In Short: Delicious and perfectly cooked seafood, expertly prepared sushi, spacious restaurant, relaxed ambience.
Yayoi Garden Sydney Video Review
“…Passing through Tago Bay and coming out to an opening, I see snow falling, pure white, on the lofty peak of Mt Fuji…” Man’yōshū-759
The above prose is inscribed on each of the plates at Yayoi Garden. It’s a pointer to the history and culture that the restaurant aspires to present in its food offerings. Yayoi Garden is part of a group of restaurants headquartered in Tokyo. The first of its restaurants opened in 1886 and now the group have restaurants across Asia, Australia, and the US. Not to be confused with Yayoi, its sister operation opening in various sites across Sydney, Yayoi Garden is a step up on refinement and quality of food. Its location, on the corner of Bridge and Loftus Streets, sees it in an area of Sydney city that’s lined with quality restaurants. Yayoi Garden doesn’t give away anything to its neighbours in terms of outward presentation. An expansive dining area wraps around from Bridge to Loftus and when the sun goes down, the restaurant’s light emits a glow onto the streets as the guests, insulated against the street noise, dine on great Japanese cuisine.
The interior takes its inspiration from Japanese gardens, and the stone feature on one section of the restaurant reminds me of the famous Ryōan-ji in Kyoto. Blonde beams are complemented by blue Noren lined along the windows. The warm and cool tones work perfectly to create a relaxed dining atmosphere. I was also impressed by the sake arrangement. Needless to say, it could be a very celebratory evening if you love sake to complement the seafood and meat dishes.
The Coco and Vine team are provided with a rare opportunity to witness the chef and his team at work in the kitchen. It’s fascinating to see our food being prepared. The first dish we sample is a gindara saikyo-yaki. Each portion of black cod is marinated for three days before being cooked. The fish is first grilled for 7 minutes to ensure that a golden caramelised crust develops. It is then layered with a Kyoto-style miso (saikyo) paste and wrapped in a cedar wood parcel and put back under the salamander for 5 minutes.
It is delivered to the table still wrapped in the cedar with a slice of grilled lemon. Simple, beautiful, and akin to a little present just waiting to be unwrapped.
Pulling open the cedar reveals two beautiful fillets of cod with golden hues on the outer, it is separated by a star inscribed mushroom. My chopsticks act as knives through butter as the fish flakes apart. Chef Marshall Pai executed the cooking of the fish to perfection. The fish is moist and the miso adds a sweet flavour, but it doesn’t overpower the natural flavours of the black cod. I get hints of mirin and the smokiness of the cedar is there but very subtle. It’s both beautiful to look at and to eat. A signature at Yayoi Garden.

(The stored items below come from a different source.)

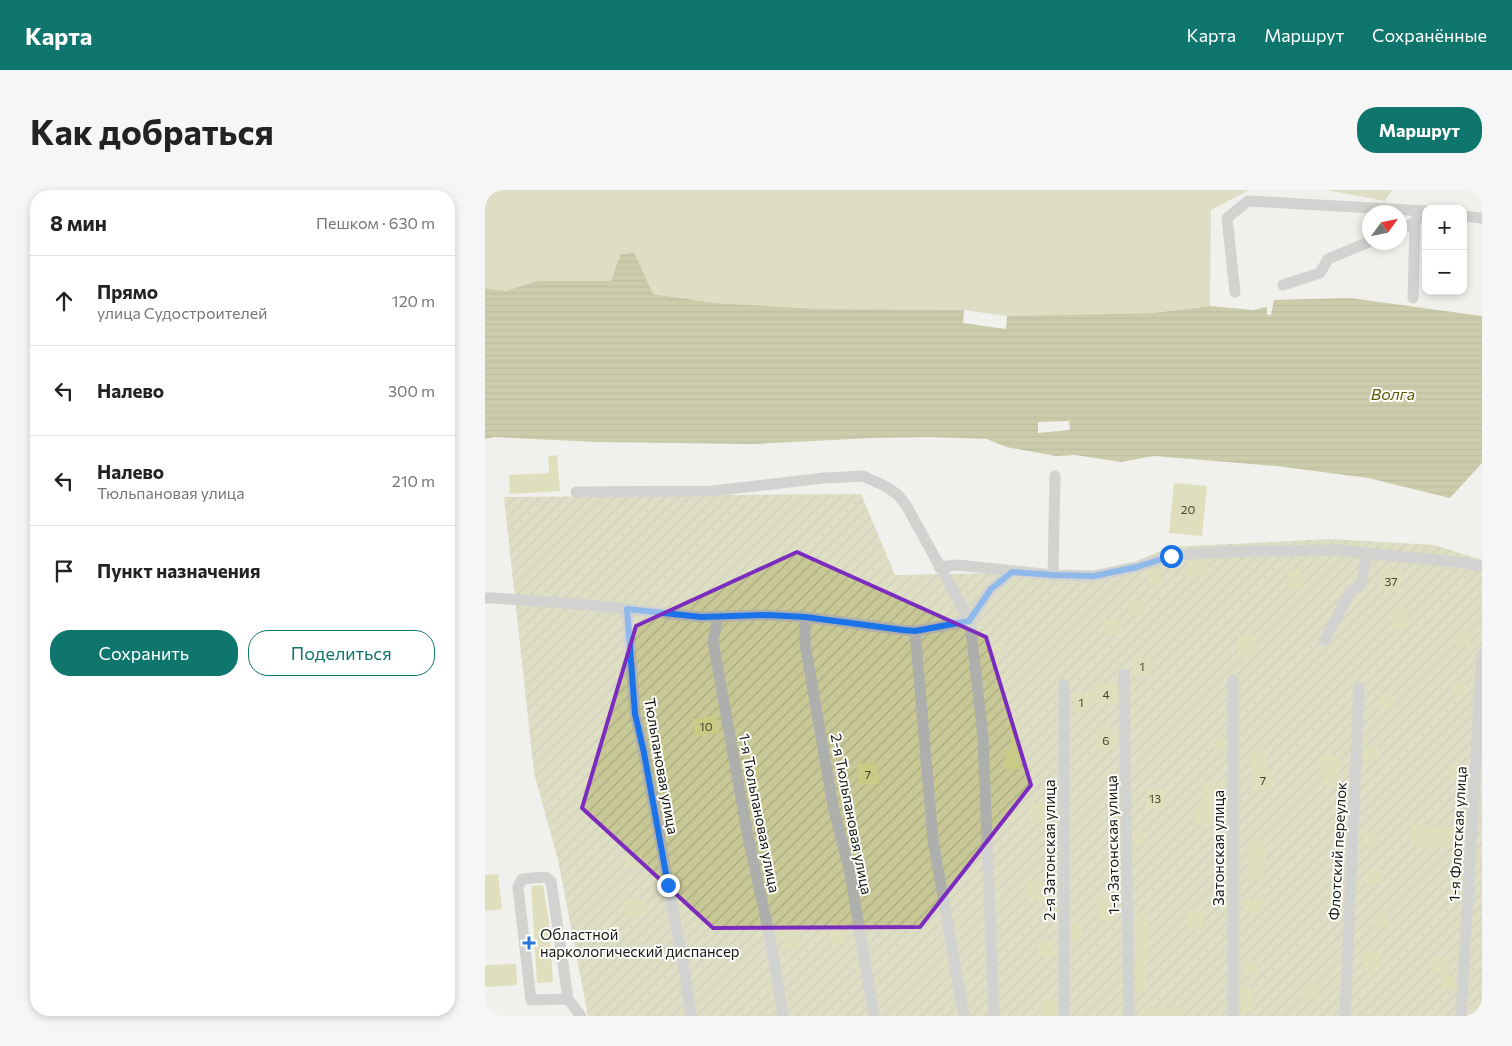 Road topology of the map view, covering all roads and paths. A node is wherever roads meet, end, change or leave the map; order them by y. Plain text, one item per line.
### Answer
1 (1422, 211) edge
2 (1422, 212) edge
3 (1467, 216) edge
4 (1482, 218) edge
5 (1415, 223) junction
6 (1407, 226) edge
7 (1362, 245) edge
8 (1283, 285) dead end
9 (1235, 292) dead end
10 (1413, 298) dead end
11 (1055, 476) dead end
12 (576, 492) dead end
13 (1367, 554) junction
14 (939, 567) junction
15 (1482, 567) edge
16 (1012, 572) junction
17 (1053, 575) junction
18 (485, 598) edge
19 (627, 609) junction
20 (718, 616) junction
21 (805, 617) junction
22 (969, 621) junction
23 (915, 631) junction
24 (1325, 640) dead end
25 (1482, 654) edge
26 (1125, 674) dead end
27 (1233, 680) dead end
28 (1063, 684) dead end
29 (1359, 688) dead end
30 (568, 999) junction
31 (581, 1016) edge
32 (691, 1016) edge
33 (783, 1016) edge
34 (874, 1016) edge
35 (964, 1016) edge
36 (994, 1016) edge
37 (1064, 1016) edge
38 (1129, 1016) edge
39 (1233, 1016) edge
40 (1345, 1016) edge
41 (1461, 1016) edge

1 - 9 street
2 - 5 street
3 - 4 street
5 - 6 street
5 - 10 street
7 - 8 street
11 - 17 street
12 - 14 street
13 - 15 street
13 - 17 street
13 - 24 street
14 - 16 street
14 - 22 street
16 - 17 street
16 - 22 street
18 - 19 street
19 - 20 street
19 - 32 street, Тюльпановая улица
20 - 21 street
20 - 33 street, 1-я Тюльпановая улица
21 - 23 street
21 - 34 street, 2-я Тюльпановая улица
22 - 23 street
22 - 36 street
23 - 35 street
25 - 41 street, 1-я Флотская улица
26 - 38 street, 1-я Затонская улица
27 - 39 street, Затонская улица
28 - 37 street, 2-я Затонская улица
29 - 40 street, Флотский переулок
30 - 30 street
30 - 31 street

After seeing what Chef Pia could do with cooked fish, we then had the opportunity to sample his, and his team’s, creativity with the Yayoi temari sushi platter. It was a Kyoto-style platter of ingredients, served in the form of ball-like sushi. In a formal western dinner these would be the perfect canapés. They are bite sized and meant to be eaten in one mouthful.
The dish is beautifully presented with ribbons of ginger, a mound of wasabi and a garnish of flowers.
I start with the scallop which is fresh, sweet and creamy. There are also two types of salmon. I absolutely love the seared salmon which is scorched by the heat of the blow torch. The smoky, buttery textured fish just melts in my mouth. I then go from cooked fish to a fresh prawn which still tastes of the sea, salty yet so sweet! Perhaps the strongest flavour on the plate is the kingfish, but even then it’s a beautiful little morsel of fish with clean flavours and a silky texture. The cooked prawn is still soft and topped with dainty little triangles of radish which adds a delicate peppery jab. The unagi, or eel as we know it, is smoky with a sweet flavour that comes from the tare sauce that coats the flesh of the eel. It’s a satisfying platter of clean, fresh flavours with perfectly cooked sushi rice acting as a base for each of the sushi balls.
Yayoi Garden is the perfect retreat to experience Japanese cuisine. It is crafted by a team that are focussed on sourcing premium ingredients, and then treating them with respect while keeping their core flavours at the forefront.